Santa, can you hear me? I’ve been really good this year.
That’s why I expect a whole buncha junk under my Christmas tree, at the end of my bed in a stocking, and in my driveway with a giant, oversized bow adorning it. I’m about to do a 180 degree turn from nice, friendly, super ultra apple crisp sweet, Emily, to a disciple of Scrooge.
When I was a child, I would go to bed on Christmas Eve, probably chubbier than a chubby stuffed bunny, my pancakey dough thighs slopping together, all content and gluttonous on Christmas Eve sugared treats. I would rest my head upon the pillow….only to JOLT into a high powered awakened Energizer bunny state at 2am. Why? Because this was around the time my parents would drop off a jam-packed STOCKING at the end up of my bed. Because of my sonic hearing, their creeping was no match for my light sleeping, and I was UP as soon as they were OUT. I rummaged my stockings, I stirred my brothers and had them open theirs and we reveled in our new toothbrushes, chocolate candies, clementines, and chap sticks that were overflowing from the knitted masterpieces. And that was it, from 2am onwards, I was asleep, raging through the halls of the house, doing cartwheels, ballet moves, headstands, and practicing my toe-pajama Micheal Jackson moonwalking. I guess the inner excitement and angst of Christmas, and all the greediness I experienced in desiring to have MORE GIFTS, more SHOES, more SOCKS, more COVERALLS! It was too much to bear! It left me sleepless in Jaffrey and high on life. Luckily, I had a band of three brothers to join me in the insomniac parade.
To this day, I have troubles with sleeping and I’m started to think it began with those Christmases, awakening me to the fact that I was about to get MORE PRESENTS and my selfish, little, self-centered child world could be ROCKED. I hear a jingle and I am brought out of a dreamlike state in an instant. I think of all the things I am lacking in my life and I lose at least two, if not three nights sleep. Santa had BEST be stopping by! A big event is upcoming involving trees and shiny boxes and I may as well commit myself to an insomnia research project …I’m done for.
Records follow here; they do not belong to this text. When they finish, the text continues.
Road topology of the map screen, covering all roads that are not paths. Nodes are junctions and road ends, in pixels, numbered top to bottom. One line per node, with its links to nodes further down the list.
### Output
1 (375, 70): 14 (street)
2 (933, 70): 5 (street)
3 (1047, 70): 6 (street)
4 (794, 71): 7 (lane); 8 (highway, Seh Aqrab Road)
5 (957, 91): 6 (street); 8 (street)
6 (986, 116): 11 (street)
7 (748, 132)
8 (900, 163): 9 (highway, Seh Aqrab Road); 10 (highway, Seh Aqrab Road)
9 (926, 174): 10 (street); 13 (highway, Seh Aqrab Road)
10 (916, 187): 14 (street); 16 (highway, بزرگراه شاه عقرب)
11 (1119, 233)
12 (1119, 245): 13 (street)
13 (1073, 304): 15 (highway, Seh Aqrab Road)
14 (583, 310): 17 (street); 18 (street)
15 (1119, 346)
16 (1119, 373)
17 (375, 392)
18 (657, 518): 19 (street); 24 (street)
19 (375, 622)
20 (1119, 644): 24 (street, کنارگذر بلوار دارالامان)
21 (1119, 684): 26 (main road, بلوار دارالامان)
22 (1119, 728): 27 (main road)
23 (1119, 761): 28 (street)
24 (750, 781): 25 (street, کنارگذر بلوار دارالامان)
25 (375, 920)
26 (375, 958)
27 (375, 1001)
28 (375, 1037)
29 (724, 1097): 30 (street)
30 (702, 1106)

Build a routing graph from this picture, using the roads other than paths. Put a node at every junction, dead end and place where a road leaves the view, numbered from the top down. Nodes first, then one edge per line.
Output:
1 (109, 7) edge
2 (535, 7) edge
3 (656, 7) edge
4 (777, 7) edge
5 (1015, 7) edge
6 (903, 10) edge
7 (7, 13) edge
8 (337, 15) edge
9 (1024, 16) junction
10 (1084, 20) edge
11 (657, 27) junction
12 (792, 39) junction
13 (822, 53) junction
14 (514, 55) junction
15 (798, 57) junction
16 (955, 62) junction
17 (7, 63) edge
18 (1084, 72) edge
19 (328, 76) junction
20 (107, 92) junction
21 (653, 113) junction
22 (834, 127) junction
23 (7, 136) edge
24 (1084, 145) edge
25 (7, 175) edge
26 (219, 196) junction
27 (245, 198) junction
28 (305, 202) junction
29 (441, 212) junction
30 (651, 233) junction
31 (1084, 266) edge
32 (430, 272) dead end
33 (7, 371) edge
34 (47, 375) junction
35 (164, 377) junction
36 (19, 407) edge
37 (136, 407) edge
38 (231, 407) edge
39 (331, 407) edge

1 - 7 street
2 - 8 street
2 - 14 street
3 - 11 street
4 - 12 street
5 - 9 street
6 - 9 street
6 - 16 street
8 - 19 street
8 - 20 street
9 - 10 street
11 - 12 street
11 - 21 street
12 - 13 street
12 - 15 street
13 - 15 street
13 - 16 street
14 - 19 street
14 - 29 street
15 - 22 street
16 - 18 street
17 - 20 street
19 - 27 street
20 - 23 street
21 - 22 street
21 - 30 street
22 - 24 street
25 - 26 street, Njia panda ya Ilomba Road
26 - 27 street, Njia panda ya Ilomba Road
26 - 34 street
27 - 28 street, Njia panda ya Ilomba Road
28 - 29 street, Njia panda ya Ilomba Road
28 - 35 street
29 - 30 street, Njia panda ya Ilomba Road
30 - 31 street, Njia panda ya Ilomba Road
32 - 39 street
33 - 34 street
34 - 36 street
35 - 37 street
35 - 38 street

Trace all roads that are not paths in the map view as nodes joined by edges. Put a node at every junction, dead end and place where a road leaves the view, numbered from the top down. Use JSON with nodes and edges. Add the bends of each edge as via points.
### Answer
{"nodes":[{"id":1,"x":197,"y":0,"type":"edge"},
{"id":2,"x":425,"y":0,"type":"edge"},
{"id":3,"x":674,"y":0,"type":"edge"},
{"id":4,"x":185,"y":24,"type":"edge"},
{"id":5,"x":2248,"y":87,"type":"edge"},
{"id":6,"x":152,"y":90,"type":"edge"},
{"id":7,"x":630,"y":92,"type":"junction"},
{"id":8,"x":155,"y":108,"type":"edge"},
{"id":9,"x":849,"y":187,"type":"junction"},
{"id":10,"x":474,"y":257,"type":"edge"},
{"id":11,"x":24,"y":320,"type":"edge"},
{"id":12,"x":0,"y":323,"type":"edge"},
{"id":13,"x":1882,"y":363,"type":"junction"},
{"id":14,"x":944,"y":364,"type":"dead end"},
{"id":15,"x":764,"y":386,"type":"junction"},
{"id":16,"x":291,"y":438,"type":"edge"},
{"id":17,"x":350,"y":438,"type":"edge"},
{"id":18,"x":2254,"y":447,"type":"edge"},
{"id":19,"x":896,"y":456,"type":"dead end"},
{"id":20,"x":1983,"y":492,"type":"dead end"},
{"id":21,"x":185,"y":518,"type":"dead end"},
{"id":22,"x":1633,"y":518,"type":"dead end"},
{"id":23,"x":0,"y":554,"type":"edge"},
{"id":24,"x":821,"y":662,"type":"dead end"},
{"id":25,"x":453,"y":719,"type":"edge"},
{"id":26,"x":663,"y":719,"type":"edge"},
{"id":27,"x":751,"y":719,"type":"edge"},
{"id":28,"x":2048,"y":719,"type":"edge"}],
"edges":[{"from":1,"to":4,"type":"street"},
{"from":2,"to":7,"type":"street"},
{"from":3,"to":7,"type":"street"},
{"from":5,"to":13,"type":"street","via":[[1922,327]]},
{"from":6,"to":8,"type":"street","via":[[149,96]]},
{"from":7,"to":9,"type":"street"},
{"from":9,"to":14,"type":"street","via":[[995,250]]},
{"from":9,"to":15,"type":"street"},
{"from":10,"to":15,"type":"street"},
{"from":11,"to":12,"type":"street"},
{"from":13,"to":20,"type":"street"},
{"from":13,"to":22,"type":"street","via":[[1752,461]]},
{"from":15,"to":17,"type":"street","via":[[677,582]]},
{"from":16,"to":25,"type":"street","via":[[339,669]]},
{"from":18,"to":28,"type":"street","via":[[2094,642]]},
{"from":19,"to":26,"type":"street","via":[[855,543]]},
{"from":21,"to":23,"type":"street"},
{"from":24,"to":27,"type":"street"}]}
I’m glad to have found Valerian root, so my insomnia issue is solved 75% of the time, 345 days of the year. However, there may be something wrong with the way I go about delving into holidays. Isn’t it a time to be with people you love? To clash wine glasses together followed by a kiss? To build and grow, reflect and dream? To throw a huge party and invite your friends and share with them all the great things that make them human beings? The time to watch two of your friends meet, talk and then before your eyes, get together, the most unsuspecting beginning to the perfect couple?
Or maybe it’s about thinking about the list of things you need to furnish your newly renovated kitchen? To make sure everyone knows your major must-haves, and got-to-have-its? To send off those little cards with your faces all aglow and let people know how perfect your year has been?
What would it be like if we treated people as though life was a holiday EVERY DAY!? I am hoping this wouldn’t translate into me losing more sleep. But seriously, what if we looked forward to EVERY day as much as kids look forward to tearing every fragment of wrapping paper off their gifts?
I don’t love Christmas, at the moment, because it feels like a bit of an obligation, a second rent payment, a panic…. but I think this year it’s going to be better than most, and I think it’s because I feel overall more CHRISTMASish every day. Yes, I definitely have that feeling. Ok, now I am so excited I can’t sleep!!!!